And HASHEM said to Avram: ‘Go for yourself from your country, and from your birthplace, and from your father’s house, to the land that I will show you. And I will make of you a great nation, and I will bless thee, and make your name great; and you will be a blessing. And I will bless those that bless you, and those that curse you will I curse; and through you shall all the families of the earth be blessed.’ So Avram went, as HASHEM had spoken to him; and Lot went with him; and Avram was seventy and five years old when he departed from of Haran. And Avram took Sarai his wife, and Lot his brother’s son, and all their substance that they had gathered, and the souls that they had made in Haran; and they went forth to go into the land of Canaan; and into the land of Canaan they came. And Avram passed through the land until the place of Shechem, until Elon Moreh. And the Canaanites were then in the land. And HASHEM appeared to Avram, and said: ‘Unto your seed will I give this land’; and he built there an altar to HASHEM who appeared to him. (Breishis 12:1-7)

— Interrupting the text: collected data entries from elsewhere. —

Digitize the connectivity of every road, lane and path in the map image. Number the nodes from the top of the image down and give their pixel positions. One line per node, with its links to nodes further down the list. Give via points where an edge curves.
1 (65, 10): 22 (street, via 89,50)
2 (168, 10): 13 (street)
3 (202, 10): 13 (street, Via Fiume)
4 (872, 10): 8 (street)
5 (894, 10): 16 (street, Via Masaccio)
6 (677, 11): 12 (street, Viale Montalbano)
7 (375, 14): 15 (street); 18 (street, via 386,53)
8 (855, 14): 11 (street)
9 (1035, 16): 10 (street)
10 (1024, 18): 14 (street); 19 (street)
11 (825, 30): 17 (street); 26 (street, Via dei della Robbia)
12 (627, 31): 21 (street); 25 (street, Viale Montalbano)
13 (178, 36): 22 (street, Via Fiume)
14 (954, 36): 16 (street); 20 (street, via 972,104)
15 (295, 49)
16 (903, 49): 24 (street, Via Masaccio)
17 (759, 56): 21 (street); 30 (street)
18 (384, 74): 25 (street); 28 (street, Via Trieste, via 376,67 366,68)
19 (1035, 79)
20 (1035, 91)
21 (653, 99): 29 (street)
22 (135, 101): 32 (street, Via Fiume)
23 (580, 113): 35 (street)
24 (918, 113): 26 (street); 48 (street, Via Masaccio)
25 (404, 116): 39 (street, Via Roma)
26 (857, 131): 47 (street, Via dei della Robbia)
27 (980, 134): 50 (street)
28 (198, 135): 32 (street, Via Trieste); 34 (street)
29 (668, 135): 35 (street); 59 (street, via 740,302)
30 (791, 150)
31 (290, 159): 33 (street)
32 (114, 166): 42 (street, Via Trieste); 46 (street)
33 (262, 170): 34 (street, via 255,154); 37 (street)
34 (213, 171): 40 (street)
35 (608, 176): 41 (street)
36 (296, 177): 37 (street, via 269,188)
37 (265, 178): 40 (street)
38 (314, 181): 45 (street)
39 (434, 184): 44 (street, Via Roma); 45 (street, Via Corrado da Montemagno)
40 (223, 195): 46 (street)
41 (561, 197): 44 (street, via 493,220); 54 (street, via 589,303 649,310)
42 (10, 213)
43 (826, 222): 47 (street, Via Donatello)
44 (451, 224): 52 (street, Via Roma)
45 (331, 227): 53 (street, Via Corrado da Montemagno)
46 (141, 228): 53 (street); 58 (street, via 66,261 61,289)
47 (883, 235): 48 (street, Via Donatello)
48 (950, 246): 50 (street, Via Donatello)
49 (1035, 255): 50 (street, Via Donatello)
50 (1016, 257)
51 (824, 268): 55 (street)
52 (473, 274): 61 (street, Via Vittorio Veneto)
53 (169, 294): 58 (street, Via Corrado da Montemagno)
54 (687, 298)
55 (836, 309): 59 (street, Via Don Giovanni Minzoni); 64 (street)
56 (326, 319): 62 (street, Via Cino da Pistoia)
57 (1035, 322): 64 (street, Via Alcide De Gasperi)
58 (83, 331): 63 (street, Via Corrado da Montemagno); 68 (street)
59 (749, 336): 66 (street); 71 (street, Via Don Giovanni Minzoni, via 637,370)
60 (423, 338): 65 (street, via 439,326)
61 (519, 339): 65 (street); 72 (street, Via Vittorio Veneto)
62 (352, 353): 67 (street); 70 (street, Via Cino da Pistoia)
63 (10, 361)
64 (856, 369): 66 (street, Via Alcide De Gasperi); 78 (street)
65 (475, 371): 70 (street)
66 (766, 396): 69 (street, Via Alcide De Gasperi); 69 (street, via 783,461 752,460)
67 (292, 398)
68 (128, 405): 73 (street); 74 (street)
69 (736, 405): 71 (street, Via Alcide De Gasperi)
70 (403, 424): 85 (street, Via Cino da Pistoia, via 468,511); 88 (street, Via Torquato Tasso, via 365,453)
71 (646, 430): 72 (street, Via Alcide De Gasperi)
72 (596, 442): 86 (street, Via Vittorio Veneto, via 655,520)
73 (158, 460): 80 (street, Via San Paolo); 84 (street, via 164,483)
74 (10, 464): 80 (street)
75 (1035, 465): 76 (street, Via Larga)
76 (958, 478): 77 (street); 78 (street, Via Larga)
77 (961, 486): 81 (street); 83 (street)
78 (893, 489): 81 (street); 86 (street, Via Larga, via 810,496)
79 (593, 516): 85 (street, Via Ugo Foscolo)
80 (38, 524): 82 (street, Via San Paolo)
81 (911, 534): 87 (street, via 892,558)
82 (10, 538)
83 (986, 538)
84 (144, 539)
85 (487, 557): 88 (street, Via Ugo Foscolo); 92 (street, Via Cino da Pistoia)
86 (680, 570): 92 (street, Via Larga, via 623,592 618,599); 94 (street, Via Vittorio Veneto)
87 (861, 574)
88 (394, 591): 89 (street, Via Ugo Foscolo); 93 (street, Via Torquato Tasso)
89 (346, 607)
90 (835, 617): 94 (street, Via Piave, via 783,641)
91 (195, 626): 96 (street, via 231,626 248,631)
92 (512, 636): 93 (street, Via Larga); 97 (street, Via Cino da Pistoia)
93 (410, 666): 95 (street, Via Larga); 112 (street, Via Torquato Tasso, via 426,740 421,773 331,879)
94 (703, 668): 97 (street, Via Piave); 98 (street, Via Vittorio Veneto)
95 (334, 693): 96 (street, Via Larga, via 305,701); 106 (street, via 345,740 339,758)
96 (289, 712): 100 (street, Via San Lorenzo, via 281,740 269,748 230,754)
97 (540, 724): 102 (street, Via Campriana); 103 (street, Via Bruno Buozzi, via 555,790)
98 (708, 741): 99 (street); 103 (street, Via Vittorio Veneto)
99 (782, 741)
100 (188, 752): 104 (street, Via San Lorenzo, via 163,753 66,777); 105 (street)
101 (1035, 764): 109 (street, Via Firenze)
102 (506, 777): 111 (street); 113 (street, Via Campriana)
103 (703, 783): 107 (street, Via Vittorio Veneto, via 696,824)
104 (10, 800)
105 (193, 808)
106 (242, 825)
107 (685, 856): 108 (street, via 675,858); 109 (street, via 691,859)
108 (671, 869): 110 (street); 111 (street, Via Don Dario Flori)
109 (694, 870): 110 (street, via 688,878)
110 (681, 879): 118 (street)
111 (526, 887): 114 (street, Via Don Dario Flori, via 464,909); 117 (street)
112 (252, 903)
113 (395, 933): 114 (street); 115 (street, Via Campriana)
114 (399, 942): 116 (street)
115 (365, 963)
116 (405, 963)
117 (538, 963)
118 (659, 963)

Two things are described in the beginning of Avram’s journey. One of them seems superfluous. The verse tells us that Lot joined in and went along with Avram. The very next verse informs us that Avram took “Lot his brother’s son”. Why did the Torah have to tell us then and there that Lot was his brother’s son? That was spelled out clearly just before. Also, why does the narrative tell us that the Canaanites were then in the land before HASHEM promised him and his children the land?

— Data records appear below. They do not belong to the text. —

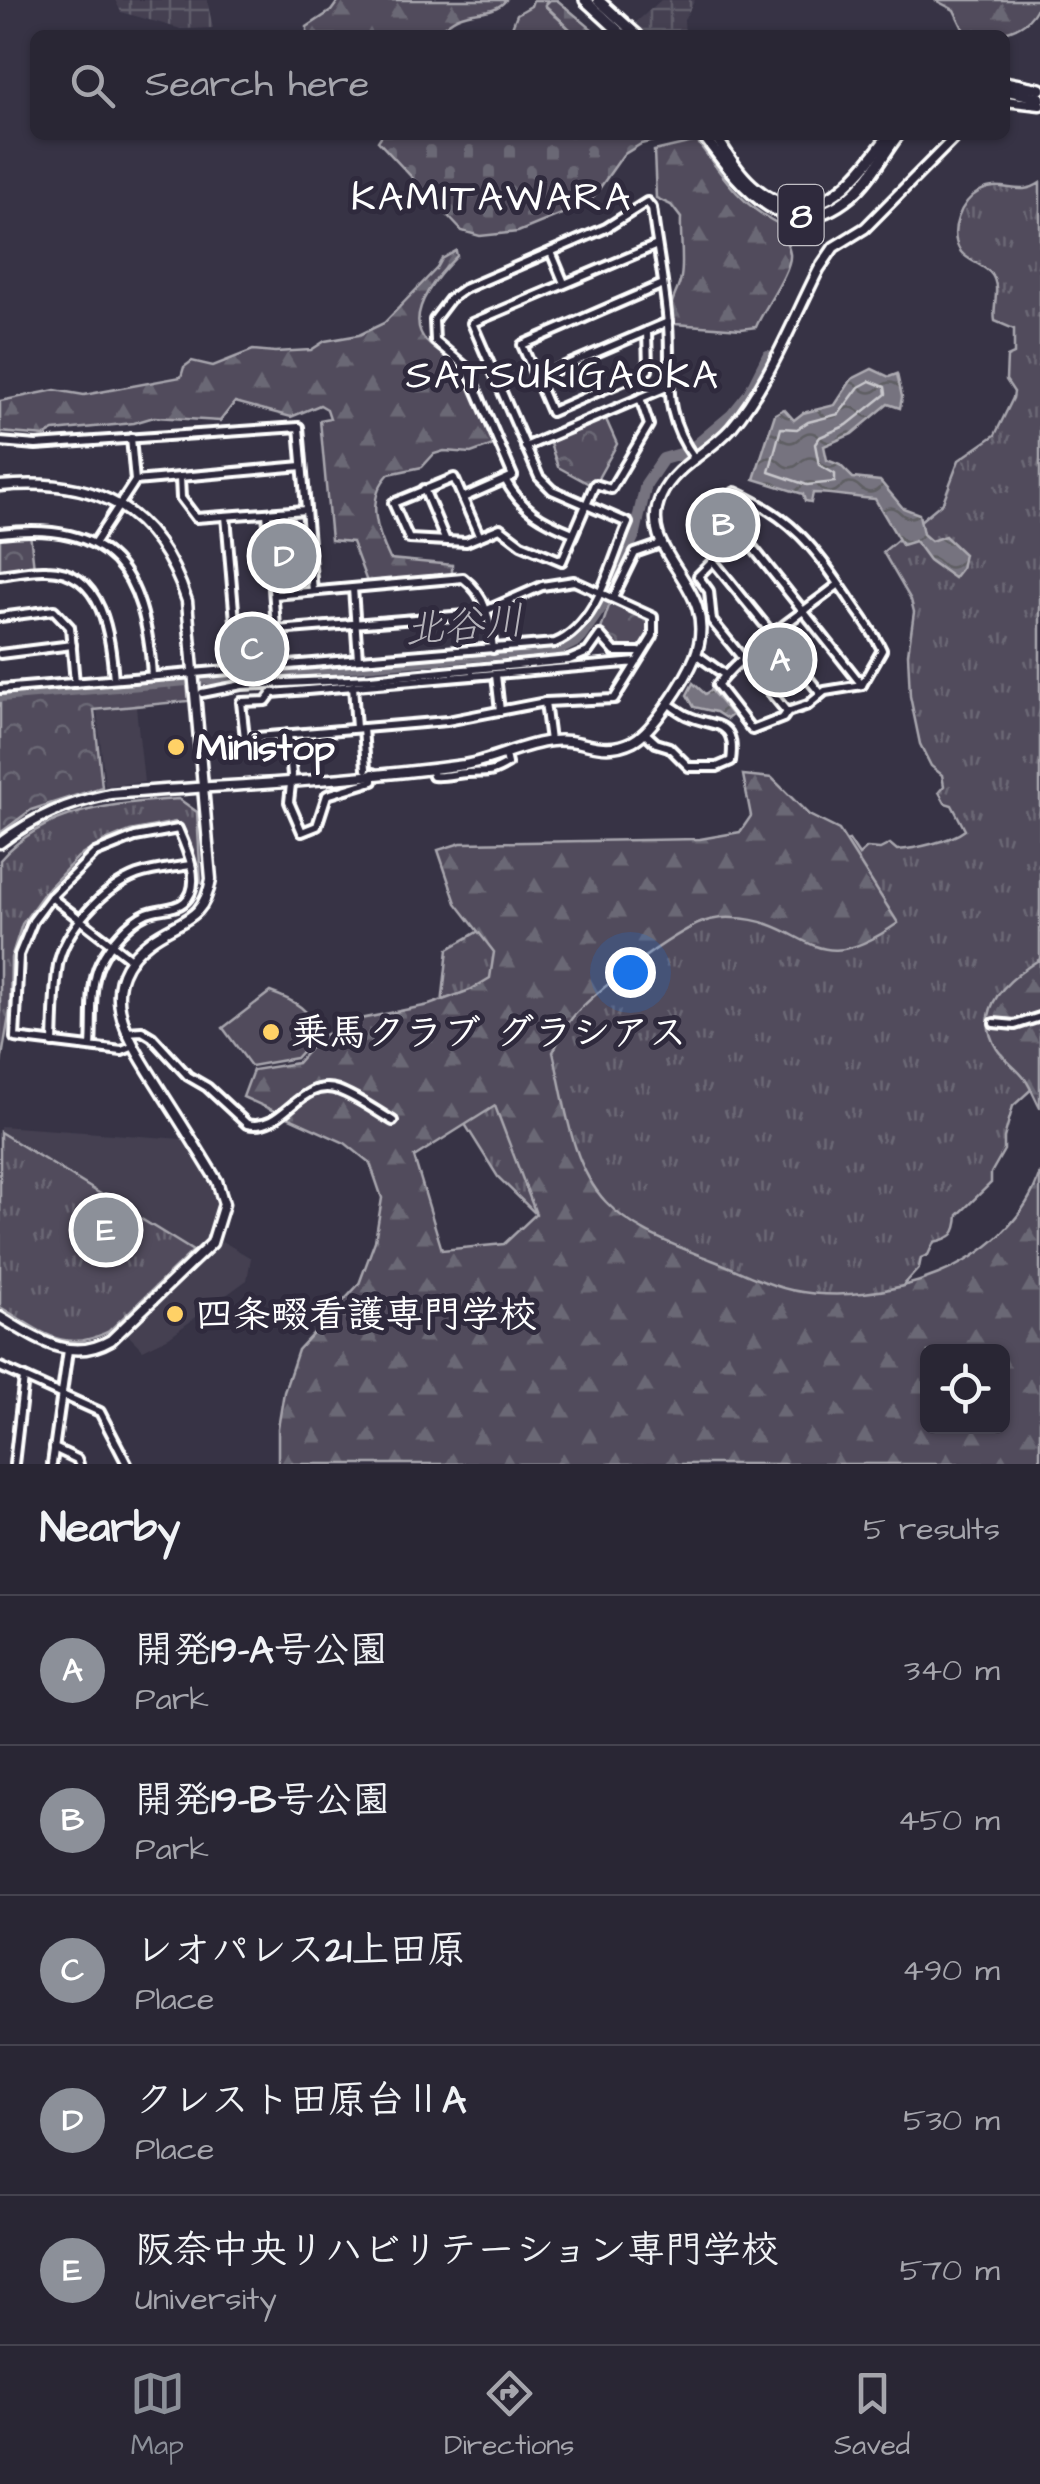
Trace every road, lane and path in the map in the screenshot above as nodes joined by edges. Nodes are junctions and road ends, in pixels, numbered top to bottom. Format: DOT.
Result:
graph roads {
  1 [pos="585,0"];
  2 [pos="598,0"];
  3 [pos="618,30"];
  4 [pos="631,30"];
  5 [pos="1010,83"];
  6 [pos="1040,89"];
  7 [pos="1010,92"];
  8 [pos="1010,101"];
  9 [pos="1040,101"];
  10 [pos="708,140"];
  11 [pos="719,140"];
  12 [pos="884,140"];
  13 [pos="894,140"];
  14 [pos="952,140"];
  15 [pos="657,244"];
  16 [pos="551,252"];
  17 [pos="564,283"];
  18 [pos="663,284"];
  19 [pos="668,322"];
  20 [pos="647,331"];
  21 [pos="537,378"];
  22 [pos="669,386"];
  23 [pos="640,398"];
  24 [pos="131,438"];
  25 [pos="0,442"];
  26 [pos="525,446"];
  27 [pos="695,458"];
  28 [pos="302,466"];
  29 [pos="180,477"];
  30 [pos="135,480"];
  31 [pos="506,481"];
  32 [pos="0,486"];
  33 [pos="424,490"];
  34 [pos="463,498"];
  35 [pos="586,504"];
  36 [pos="719,505"];
  37 [pos="120,506"];
  38 [pos="306,510"];
  39 [pos="267,513"];
  40 [pos="226,516"];
  41 [pos="0,533"];
  42 [pos="573,533"];
  43 [pos="479,535"];
  44 [pos="445,540"];
  45 [pos="95,542"];
  46 [pos="661,544"];
  47 [pos="713,560"];
  48 [pos="0,575"];
  49 [pos="839,584"];
  50 [pos="353,588"];
  51 [pos="599,591"];
  52 [pos="314,592"];
  53 [pos="274,595"];
  54 [pos="613,598"];
  55 [pos="488,610"];
  56 [pos="804,612"];
  57 [pos="0,617"];
  58 [pos="356,624"];
  59 [pos="276,630"];
  60 [pos="774,636"];
  61 [pos="72,646"];
  62 [pos="493,649"];
  63 [pos="639,652"];
  64 [pos="0,654"];
  65 [pos="696,654"];
  66 [pos="358,658"];
  67 [pos="743,660"];
  68 [pos="637,662"];
  69 [pos="279,664"];
  70 [pos="239,668"];
  71 [pos="194,673"];
  72 [pos="152,675"];
  73 [pos="496,675"];
  74 [pos="725,675"];
  75 [pos="114,678"];
  76 [pos="75,683"];
  77 [pos="862,684"];
  78 [pos="354,686"];
  79 [pos="0,689"];
  80 [pos="198,691"];
  81 [pos="820,694"];
  82 [pos="545,702"];
  83 [pos="666,703"];
  84 [pos="500,711"];
  85 [pos="787,712"];
  86 [pos="359,728"];
  87 [pos="645,732"];
  88 [pos="288,734"];
  89 [pos="550,741"];
  90 [pos="370,771"];
  91 [pos="336,776"];
  92 [pos="292,780"];
  93 [pos="204,787"];
  94 [pos="340,788"];
  95 [pos="0,843"];
  96 [pos="190,864"];
  97 [pos="51,897"];
  98 [pos="81,920"];
  99 [pos="112,944"];
  100 [pos="132,960"];
  101 [pos="1040,1018"];
  102 [pos="994,1023"];
  103 [pos="125,1032"];
  104 [pos="53,1042"];
  105 [pos="134,1046"];
  106 [pos="91,1047"];
  107 [pos="393,1121"];
  108 [pos="0,1317"];
  109 [pos="68,1350"];
  110 [pos="0,1367"];
  111 [pos="24,1378"];
  112 [pos="62,1396"];
  113 [pos="54,1448"];
  114 [pos="14,1464"];
  115 [pos="52,1464"];
  116 [pos="79,1464"];
  117 [pos="127,1464"];
  1 -- 3 [label="main road"];
  2 -- 4 [label="main road"];
  5 -- 6 [label="main road"];
  7 -- 9 [label="main road"];
  8 -- 9 [label="main road"];
  10 -- 13 [label="main road, 8"];
  11 -- 12 [label="main road, 8"];
  14 -- 27 [label="main road"];
  15 -- 16 [label="street"];
  15 -- 17 [label="street"];
  15 -- 18 [label="street"];
  16 -- 17 [label="street"];
  16 -- 31 [label="street"];
  17 -- 26 [label="street"];
  18 -- 19 [label="street"];
  18 -- 21 [label="street"];
  19 -- 20 [label="street"];
  19 -- 22 [label="street"];
  20 -- 21 [label="street"];
  20 -- 21 [label="street"];
  22 -- 23 [label="street"];
  22 -- 27 [label="street"];
  23 -- 26 [label="street"];
  23 -- 35 [label="street"];
  24 -- 25 [label="street"];
  24 -- 28 [label="street"];
  24 -- 30 [label="street"];
  26 -- 35 [label="street"];
  27 -- 46 [label="main road"];
  28 -- 29 [label="street"];
  28 -- 38 [label="street"];
  29 -- 30 [label="street"];
  29 -- 40 [label="street"];
  30 -- 37 [label="street"];
  31 -- 34 [label="street"];
  31 -- 42 [label="street"];
  32 -- 37 [label="main road"];
  33 -- 34 [label="street"];
  33 -- 44 [label="street"];
  33 -- 44 [label="street"];
  34 -- 43 [label="street"];
  35 -- 42 [label="street"];
  35 -- 51 [label="street"];
  36 -- 47 [label="street"];
  36 -- 49 [label="street"];
  36 -- 56 [label="street"];
  37 -- 45 [label="street"];
  37 -- 71 [label="main road"];
  38 -- 39 [label="street"];
  38 -- 52 [label="street"];
  39 -- 40 [label="street"];
  39 -- 53 [label="street"];
  40 -- 70 [label="street"];
  41 -- 45 [label="street"];
  42 -- 43 [label="street"];
  43 -- 44 [label="street"];
  45 -- 72 [label="street"];
  46 -- 54 [label="street"];
  46 -- 65 [label="main road"];
  47 -- 60 [label="street"];
  47 -- 67 [label="street"];
  48 -- 75 [label="street"];
  49 -- 56 [label="street"];
  49 -- 77 [label="street"];
  50 -- 52 [label="street"];
  50 -- 55 [label="street"];
  50 -- 58 [label="street"];
  51 -- 54 [label="street"];
  51 -- 55 [label="street"];
  51 -- 62 [label="street"];
  52 -- 53 [label="street"];
  53 -- 59 [label="street"];
  54 -- 68 [label="street"];
  55 -- 58 [label="street"];
  55 -- 62 [label="street"];
  56 -- 60 [label="street"];
  56 -- 77 [label="street"];
  57 -- 61 [label="street"];
  58 -- 59 [label="street"];
  58 -- 66 [label="street"];
  59 -- 69 [label="street"];
  60 -- 67 [label="street"];
  60 -- 81 [label="street"];
  61 -- 64 [label="street"];
  61 -- 76 [label="street"];
  62 -- 66 [label="street"];
  63 -- 80 [label="street"];
  65 -- 74 [label="street"];
  65 -- 83 [label="main road"];
  66 -- 69 [label="street"];
  67 -- 74 [label="street"];
  67 -- 85 [label="street"];
  68 -- 73 [label="street"];
  68 -- 82 [label="street"];
  69 -- 70 [label="street"];
  70 -- 71 [label="street"];
  71 -- 72 [label="street"];
  71 -- 80 [label="main road"];
  72 -- 75 [label="street"];
  73 -- 78 [label="street"];
  73 -- 84 [label="street"];
  74 -- 85 [label="street"];
  75 -- 76 [label="street"];
  76 -- 79 [label="street"];
  77 -- 81 [label="street"];
  78 -- 86 [label="street"];
  78 -- 88 [label="street"];
  80 -- 93 [label="main road"];
  81 -- 85 [label="street"];
  82 -- 84 [label="street"];
  82 -- 89 [label="street"];
  83 -- 87 [label="main road"];
  83 -- 87 [label="street"];
  84 -- 86 [label="street"];
  86 -- 88 [label="street"];
  86 -- 90 [label="street"];
  87 -- 89 [label="main road"];
  88 -- 92 [label="street"];
  89 -- 90 [label="main road"];
  90 -- 91 [label="main road"];
  90 -- 94 [label="street"];
  91 -- 92 [label="main road"];
  91 -- 94 [label="street"];
  92 -- 93 [label="main road"];
  92 -- 94 [label="street"];
  93 -- 95 [label="main road"];
  93 -- 100 [label="main road"];
  96 -- 97 [label="street"];
  96 -- 98 [label="street"];
  96 -- 99 [label="street"];
  97 -- 98 [label="street"];
  97 -- 104 [label="street"];
  98 -- 99 [label="street"];
  98 -- 104 [label="street"];
  99 -- 100 [label="street"];
  99 -- 106 [label="street"];
  100 -- 103 [label="main road"];
  101 -- 102 [label="street"];
  103 -- 105 [label="main road"];
  103 -- 107 [label="street"];
  104 -- 106 [label="street"];
  105 -- 106 [label="street"];
  105 -- 109 [label="main road"];
  108 -- 109 [label="main road"];
  109 -- 112 [label="street"];
  110 -- 111 [label="street"];
  111 -- 112 [label="street"];
  111 -- 114 [label="street"];
  112 -- 113 [label="street"];
  112 -- 117 [label="street"];
  113 -- 115 [label="street"];
  113 -- 116 [label="street"];
}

If the Torah was just listing for us who went on the trip why then it would be unnecessary to repeat Lot’s name on the captain’s manifest. However, the Torah is teaching us a few important points. Lot tagged along for his own motive and Avram had his own reason for including his nephew. Lot, it seems knew of the promise given by HASHEM of all the future blessings of wealth, fame, and family. Avram had no children from his barren wife Sarai. Perhaps he saw himself as the heir apparent to all those goodies. Therefore he came along.

Avram knew better. HASHEM’s promise is real. He took Lot for a different reason because he was his brother’s son. Who was his brother? What happened with him? The verse at the end of Parshas Noach simply tells that “Haran died on the face of his father!” What happened to him? When Avraham was captured by Nimrod for sedition, for the heresy of believing in a Single G-d, he was cast into a furnace but Avraham understood that the same G-d that could make fire burn could make fire not burn. There is none other than Him! That’s what happened. Avraham was miraculously spared.

Haran was offered the same ultimatum of acquiescing to idolatry or going into a fire. He opted like Avraham but for a different reason. Since it worked for his brother it would work for him. It didn’t work. He was consumed by and died in that fire.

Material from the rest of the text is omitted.